» Exercise description:
Any picture in the material should be left out, while all other lines are copied exactly.

» Task material:
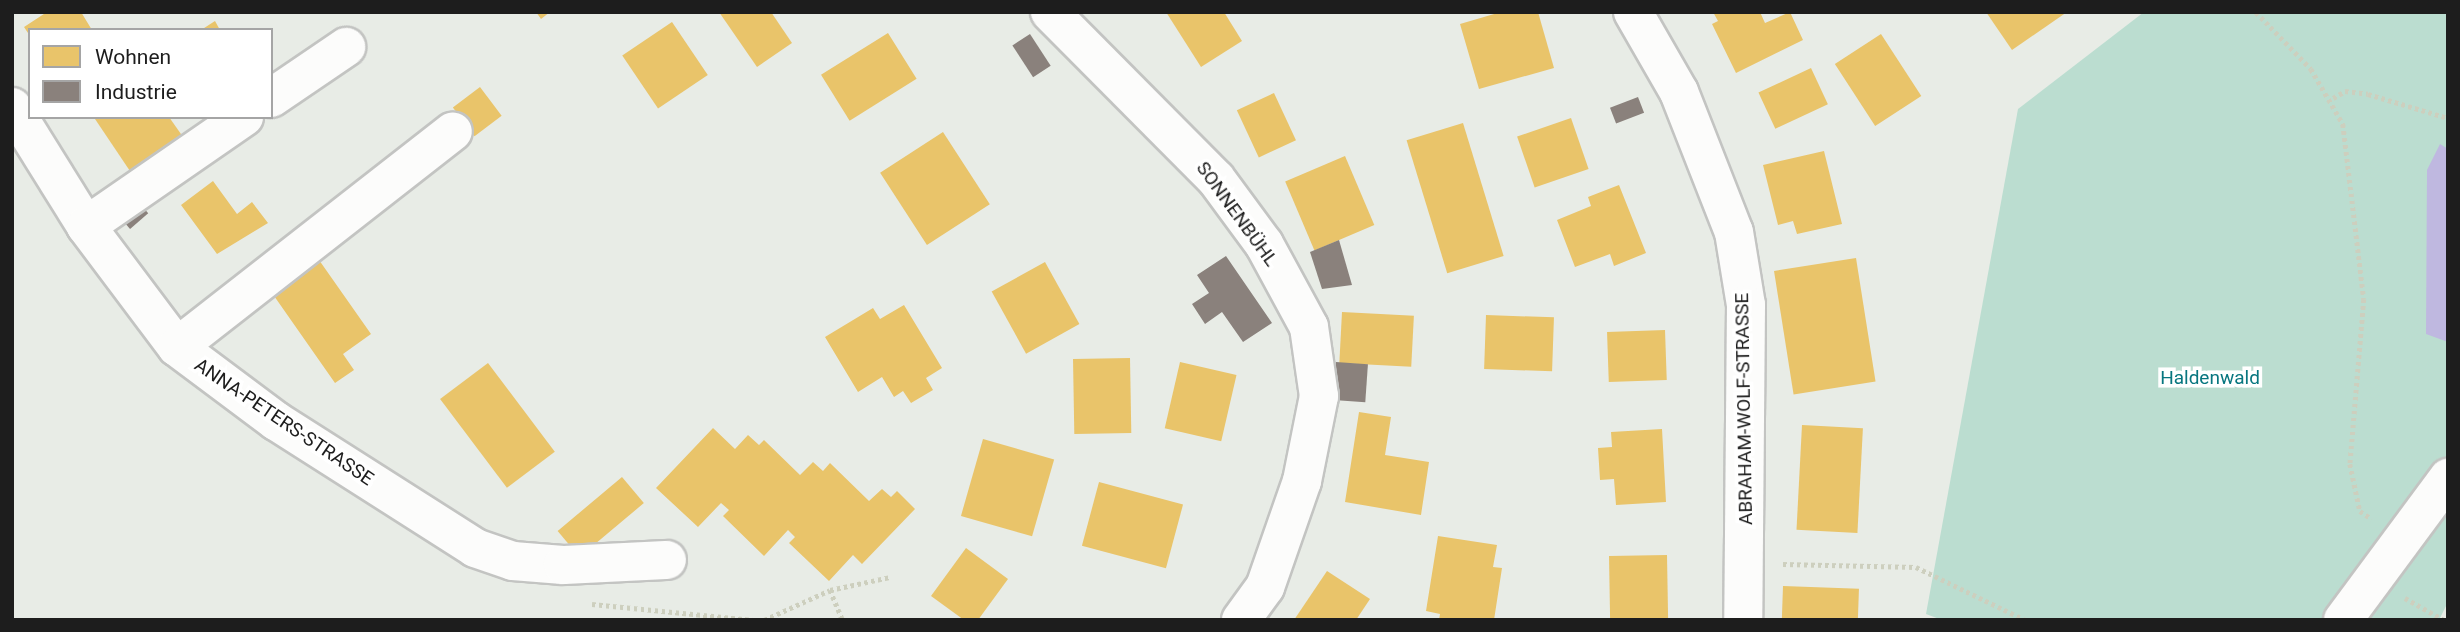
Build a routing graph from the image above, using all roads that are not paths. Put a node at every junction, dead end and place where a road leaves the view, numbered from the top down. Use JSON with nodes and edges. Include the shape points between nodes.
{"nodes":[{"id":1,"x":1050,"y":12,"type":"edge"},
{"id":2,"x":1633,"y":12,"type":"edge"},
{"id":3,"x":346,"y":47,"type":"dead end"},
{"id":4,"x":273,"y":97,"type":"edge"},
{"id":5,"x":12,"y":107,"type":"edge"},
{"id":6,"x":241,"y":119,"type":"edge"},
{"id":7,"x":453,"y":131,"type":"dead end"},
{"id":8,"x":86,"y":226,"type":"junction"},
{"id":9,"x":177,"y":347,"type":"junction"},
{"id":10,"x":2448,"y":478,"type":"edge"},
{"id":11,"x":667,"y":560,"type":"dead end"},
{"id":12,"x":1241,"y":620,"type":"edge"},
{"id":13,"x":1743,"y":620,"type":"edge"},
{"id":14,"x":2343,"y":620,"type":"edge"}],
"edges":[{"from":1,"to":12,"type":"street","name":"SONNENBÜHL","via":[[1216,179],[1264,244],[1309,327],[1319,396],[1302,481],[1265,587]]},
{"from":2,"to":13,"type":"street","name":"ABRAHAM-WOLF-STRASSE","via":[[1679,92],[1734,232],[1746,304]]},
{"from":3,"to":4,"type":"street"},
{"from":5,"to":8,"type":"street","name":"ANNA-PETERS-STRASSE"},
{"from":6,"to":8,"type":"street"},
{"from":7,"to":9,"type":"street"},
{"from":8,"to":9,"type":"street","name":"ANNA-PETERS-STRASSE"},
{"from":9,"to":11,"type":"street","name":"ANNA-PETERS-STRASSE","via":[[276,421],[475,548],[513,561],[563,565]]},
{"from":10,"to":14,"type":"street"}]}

» Task result:
Build a routing graph from the image above, using all roads that are not paths. Put a node at every junction, dead end and place where a road leaves the view, numbered from the top down. Use JSON with nodes and edges. Include the shape points between nodes.
{"nodes":[{"id":1,"x":1050,"y":12,"type":"edge"},
{"id":2,"x":1633,"y":12,"type":"edge"},
{"id":3,"x":346,"y":47,"type":"dead end"},
{"id":4,"x":273,"y":97,"type":"edge"},
{"id":5,"x":12,"y":107,"type":"edge"},
{"id":6,"x":241,"y":119,"type":"edge"},
{"id":7,"x":453,"y":131,"type":"dead end"},
{"id":8,"x":86,"y":226,"type":"junction"},
{"id":9,"x":177,"y":347,"type":"junction"},
{"id":10,"x":2448,"y":478,"type":"edge"},
{"id":11,"x":667,"y":560,"type":"dead end"},
{"id":12,"x":1241,"y":620,"type":"edge"},
{"id":13,"x":1743,"y":620,"type":"edge"},
{"id":14,"x":2343,"y":620,"type":"edge"}],
"edges":[{"from":1,"to":12,"type":"street","name":"SONNENBÜHL","via":[[1216,179],[1264,244],[1309,327],[1319,396],[1302,481],[1265,587]]},
{"from":2,"to":13,"type":"street","name":"ABRAHAM-WOLF-STRASSE","via":[[1679,92],[1734,232],[1746,304]]},
{"from":3,"to":4,"type":"street"},
{"from":5,"to":8,"type":"street","name":"ANNA-PETERS-STRASSE"},
{"from":6,"to":8,"type":"street"},
{"from":7,"to":9,"type":"street"},
{"from":8,"to":9,"type":"street","name":"ANNA-PETERS-STRASSE"},
{"from":9,"to":11,"type":"street","name":"ANNA-PETERS-STRASSE","via":[[276,421],[475,548],[513,561],[563,565]]},
{"from":10,"to":14,"type":"street"}]}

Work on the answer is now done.